TaskRes(task=<function greet_exc at 0x7fd9ac22d170>, shared={}, ret=None, excinfo=ExceptionInfo(type=<class 'pexen.sched.common.TaskFailError'>, val=TaskFailError('Hello Harsh World!'), tb=<traceback object at 0x7fd9abafa410>))
TaskRes(task=<function greet_underlings at 0x7fd9ac1b4050>, shared={}, ret='Hello Minions!', excinfo=None)
TaskRes(task=<function greet_signature at 0x7fd9ac186cb0>, shared={}, ret='Yours, Mr. Builder', excinfo=None)

You can also choose which properties (deps, locks) are in a controlled/expected state (all default to True):

...
    raise sched.TaskFailError("Hello Harsh World!", deps_ok=False, locks_ok=True)
...

This way, you can ie. unlock all held resources while blocking child tasks from running.

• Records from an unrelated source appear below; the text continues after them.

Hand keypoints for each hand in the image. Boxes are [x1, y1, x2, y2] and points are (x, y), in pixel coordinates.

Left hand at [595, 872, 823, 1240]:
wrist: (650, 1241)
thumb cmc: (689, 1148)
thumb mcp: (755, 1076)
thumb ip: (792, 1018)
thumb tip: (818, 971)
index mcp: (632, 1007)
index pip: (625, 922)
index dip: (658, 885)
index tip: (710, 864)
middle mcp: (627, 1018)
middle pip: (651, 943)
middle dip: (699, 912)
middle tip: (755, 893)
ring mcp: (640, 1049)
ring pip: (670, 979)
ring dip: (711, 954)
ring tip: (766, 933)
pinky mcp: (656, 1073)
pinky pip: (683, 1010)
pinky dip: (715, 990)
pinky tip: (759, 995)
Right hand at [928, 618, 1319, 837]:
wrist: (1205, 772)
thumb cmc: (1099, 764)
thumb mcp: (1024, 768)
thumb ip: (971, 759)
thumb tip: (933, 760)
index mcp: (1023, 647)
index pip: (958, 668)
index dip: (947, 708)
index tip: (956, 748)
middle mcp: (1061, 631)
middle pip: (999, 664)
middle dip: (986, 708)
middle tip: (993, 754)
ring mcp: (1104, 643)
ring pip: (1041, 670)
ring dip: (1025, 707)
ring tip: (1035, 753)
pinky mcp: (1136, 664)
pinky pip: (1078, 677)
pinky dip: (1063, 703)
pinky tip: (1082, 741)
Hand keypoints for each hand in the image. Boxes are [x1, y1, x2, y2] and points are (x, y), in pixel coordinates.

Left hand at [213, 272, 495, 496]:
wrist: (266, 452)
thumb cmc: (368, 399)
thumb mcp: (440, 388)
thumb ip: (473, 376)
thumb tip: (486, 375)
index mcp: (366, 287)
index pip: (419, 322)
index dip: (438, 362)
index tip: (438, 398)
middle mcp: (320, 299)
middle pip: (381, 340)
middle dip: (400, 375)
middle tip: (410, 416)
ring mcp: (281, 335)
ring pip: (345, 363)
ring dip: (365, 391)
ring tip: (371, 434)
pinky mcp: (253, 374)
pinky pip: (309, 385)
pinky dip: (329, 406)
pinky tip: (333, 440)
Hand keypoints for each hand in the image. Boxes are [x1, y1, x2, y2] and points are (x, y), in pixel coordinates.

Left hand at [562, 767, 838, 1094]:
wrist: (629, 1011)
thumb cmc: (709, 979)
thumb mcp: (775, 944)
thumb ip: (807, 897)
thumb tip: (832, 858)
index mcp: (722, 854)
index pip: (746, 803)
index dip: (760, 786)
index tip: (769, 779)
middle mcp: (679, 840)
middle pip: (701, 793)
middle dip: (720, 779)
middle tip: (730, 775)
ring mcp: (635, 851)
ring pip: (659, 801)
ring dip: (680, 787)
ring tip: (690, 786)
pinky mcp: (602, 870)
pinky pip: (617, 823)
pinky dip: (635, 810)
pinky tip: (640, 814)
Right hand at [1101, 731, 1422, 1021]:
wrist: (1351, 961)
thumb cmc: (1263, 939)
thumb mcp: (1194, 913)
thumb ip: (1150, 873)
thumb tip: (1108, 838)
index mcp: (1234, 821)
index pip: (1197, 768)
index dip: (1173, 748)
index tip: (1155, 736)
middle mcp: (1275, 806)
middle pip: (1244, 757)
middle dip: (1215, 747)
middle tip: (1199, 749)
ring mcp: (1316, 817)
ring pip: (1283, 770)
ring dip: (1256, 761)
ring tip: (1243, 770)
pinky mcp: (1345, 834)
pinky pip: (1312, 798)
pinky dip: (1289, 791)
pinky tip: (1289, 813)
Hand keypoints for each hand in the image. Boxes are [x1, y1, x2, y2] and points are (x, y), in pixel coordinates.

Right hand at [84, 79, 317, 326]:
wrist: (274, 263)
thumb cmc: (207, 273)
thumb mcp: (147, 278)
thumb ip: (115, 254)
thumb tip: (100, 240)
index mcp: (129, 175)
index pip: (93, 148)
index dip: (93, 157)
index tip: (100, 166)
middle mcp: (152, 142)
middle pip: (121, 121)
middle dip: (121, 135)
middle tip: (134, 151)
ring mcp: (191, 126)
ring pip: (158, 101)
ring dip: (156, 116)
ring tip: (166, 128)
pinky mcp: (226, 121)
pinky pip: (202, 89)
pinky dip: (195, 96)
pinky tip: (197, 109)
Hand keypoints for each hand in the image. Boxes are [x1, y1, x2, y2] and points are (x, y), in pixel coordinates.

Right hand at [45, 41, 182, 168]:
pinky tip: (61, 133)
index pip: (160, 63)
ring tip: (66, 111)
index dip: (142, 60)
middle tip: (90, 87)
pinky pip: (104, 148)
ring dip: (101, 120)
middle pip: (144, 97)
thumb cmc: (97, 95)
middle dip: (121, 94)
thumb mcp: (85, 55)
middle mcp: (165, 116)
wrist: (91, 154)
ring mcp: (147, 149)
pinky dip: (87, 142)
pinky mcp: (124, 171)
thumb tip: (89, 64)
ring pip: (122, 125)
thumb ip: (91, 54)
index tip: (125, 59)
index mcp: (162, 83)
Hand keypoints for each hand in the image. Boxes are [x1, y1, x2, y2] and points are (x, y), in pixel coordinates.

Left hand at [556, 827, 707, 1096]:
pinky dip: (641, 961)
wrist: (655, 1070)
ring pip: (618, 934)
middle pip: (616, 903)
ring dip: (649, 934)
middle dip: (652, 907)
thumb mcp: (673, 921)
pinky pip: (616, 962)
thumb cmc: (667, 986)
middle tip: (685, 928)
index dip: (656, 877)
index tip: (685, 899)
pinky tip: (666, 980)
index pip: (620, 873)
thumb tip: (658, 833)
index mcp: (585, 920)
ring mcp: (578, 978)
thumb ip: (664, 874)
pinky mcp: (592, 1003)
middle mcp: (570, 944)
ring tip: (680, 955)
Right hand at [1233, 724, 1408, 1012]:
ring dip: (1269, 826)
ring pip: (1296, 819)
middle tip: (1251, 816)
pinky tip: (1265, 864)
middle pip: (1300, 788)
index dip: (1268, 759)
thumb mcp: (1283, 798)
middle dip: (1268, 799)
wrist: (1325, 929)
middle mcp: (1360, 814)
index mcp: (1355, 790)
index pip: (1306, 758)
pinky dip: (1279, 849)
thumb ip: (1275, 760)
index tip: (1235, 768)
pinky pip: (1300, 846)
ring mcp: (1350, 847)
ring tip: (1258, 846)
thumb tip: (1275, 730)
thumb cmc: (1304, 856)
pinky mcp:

A decorator for TaskFailError

For simplicity, if you just want any function/callable to always fail controllably regardless of the raised exception:

@sched.task_fail_wrap
def greet_exc():
    ...

@sched.task_fail_wrap(deps_ok=False)
def greet_exc2():
    ...

class MyException(sched.TaskFailError):
    pass

@sched.task_fail_wrap(reraise=MyException)
def greet_exc3():
    ...

Note that by using the decorator, you lose any ability to pass data (ie. a failed test result) from the failed task, whereas by subclassing TaskFailError and raising it, you can pass data as its args / attributes.

...

Alternatively to TaskFailError, you can silence the warnings using standard pythonic means, see documentation on warning control.

Note that if any of the exception type/value/traceback fields are not picklable, they will be replaced by None in the returned ExceptionInfo structure. In the worst case, you may get an empty ExceptionInfo tuple. However, this still tells you an exception occured, as opposed to excinfo itself being None.